Forkas Menjual US$ 50 Juta Ke dalam Rupiah, BI Beri Apresiasi

0
495
Daari kiri-kanan) Ketua Forkas Jatim, Nur Cahyudi. Kepala Perwakilan BI Jatim Difi A Johansyah dan Kastaf Kepresidenan Jenderal (Purn) Moeldoko di Hotel Majapahit Surabaya, Kamis (20/9/2018) malam.

Surabaya,Nawacita.co  – Bank Indonesia sangat mengapresiasi dengan terbentuknya  forum Komunikasi  Assosiasi Pengusaha ( FORKAS) yang telah bersatu menguatkan rupiah dengan dikonversi US$ 50 juta menjadi Rupiah dan ini cukup besar untuk melakukan stabilisasi nilai tukar, karena Bank Indonesia tugasnya mengatur volume dolar dan rupiah. Dan Bank Indonesia akan selalu bekerja sama dengan para Pengusaha karena tujuanya adalah dimana kita bisa terus meningkatkan Expor kita, Kegiatan ini berlangsung di Hotel Majapahit Surabaya, kamis ( 20/08) malam

Dalam sambutanya Difi Ahmad Johansyah bahwa kita bertransaksi sejak tahun 2011 sampai  sekarang  dan Allamdulilah Pemerintah sudah banyak melakukan hal fundamental  dan strategis  untuk menguatkan  exspor kita khususnya dalam beberapa hal seperti, mendorong Pariwisata sebagai upaya kita untuk meningkatkan perolehan devisa.” Tuturnya

Kemudian pengusaha jangan segan bertanya jika ada keluhan masalah exspor bisa diskusikan bareng dengan kami, karena kami punya  Forum. hal yang menjadi keluhan pengusaha akan kami sampaikan seperti retribusi pajak, karantina dan juga kurs BI dengan pelayaran, itu juga akan sampaikan ke dewan gubernur karena kita harus bekerja sama dan serta bahu membahu dan dalam kebersamaan kita ini.

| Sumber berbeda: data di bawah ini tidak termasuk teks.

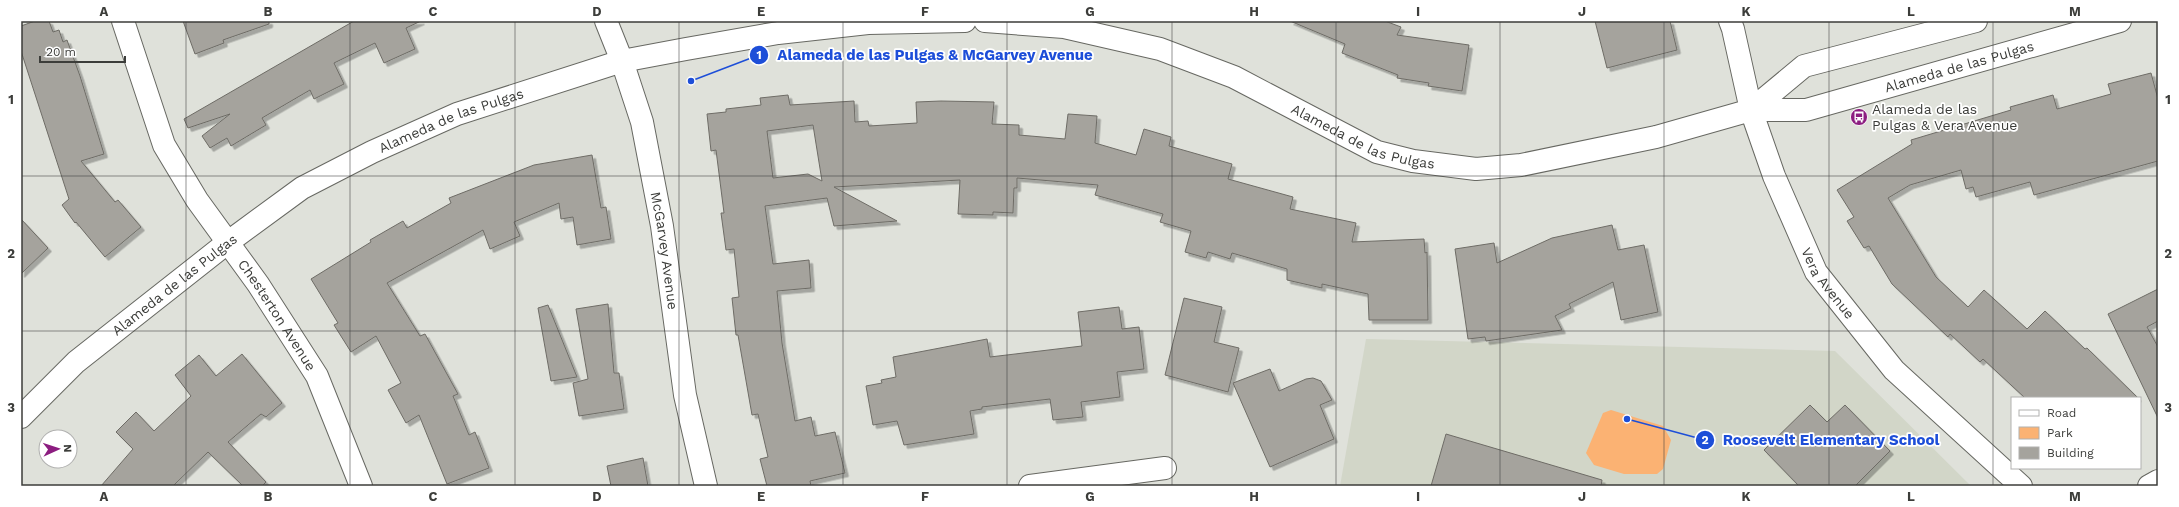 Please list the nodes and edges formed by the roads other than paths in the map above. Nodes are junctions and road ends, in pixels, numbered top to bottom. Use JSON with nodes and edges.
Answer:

Selanjutnya 99% perdaganan kita mengunakan  mata uang US dolar, Padahal  perdagangan dengan amerika hanya 14 %. sehingga akhir akhir ini kita memang merasa  perlu untuk  mencari alternative mata uang perdagangan kita, selanjutnya kami mohon dukungan kepada teman para pengusaha yang ada di Perbankan untuk membantu dalam hal ini.

“Kita sedang merintis Perdagangan antar Asean dengan mengunakan Ringgit untuk Malaysia dan Bath dengan Thailand dan dalam waktu dengan China, kita mengunakan Rate BI sehingga dengan demikian para pengusaha tidak lagi kwatir terkena double transaction cost misalnya dari Ringgit ke dollar dari dollar ke Rupiah lagi, Sehingga kedepanya harapan kita adalah ketergantungan terhadap dollar bisa semakin berkurang ,’’ Ucap Difi Ahmad Johansyah

Sementara itu Jenderal (Purn) Moeldoko Mengatakan, jadi ini adalah sebuah hal gerakan yang positif  dan saya yakin  pasti bisa memberikan inspirasi kepada  teman yang lain dan semuanya akan termotivasi  untuk mengikuti apa yang terjadi disini.

Dan pemerintah  juga ingin menjaga nilai dolar tidak bergejolak  dan pengusaha tidak menginginkan situasi ini terjadi  maka harus ada kolaborasi  sifat sinergi positif  antara pengusaha dengan Pemerintah dan ini adalah langkah nyata.” Ujarnya

Dalam kegiatan ini dihadiri oleh  kepala Kantor Staf Kepresidenan Jenderal ( Purn) Moeldoko, Perwakilan Gubernur Jawa timur,  ketua Forkas Nur Cahyudi  serta dari Bank Indonesia.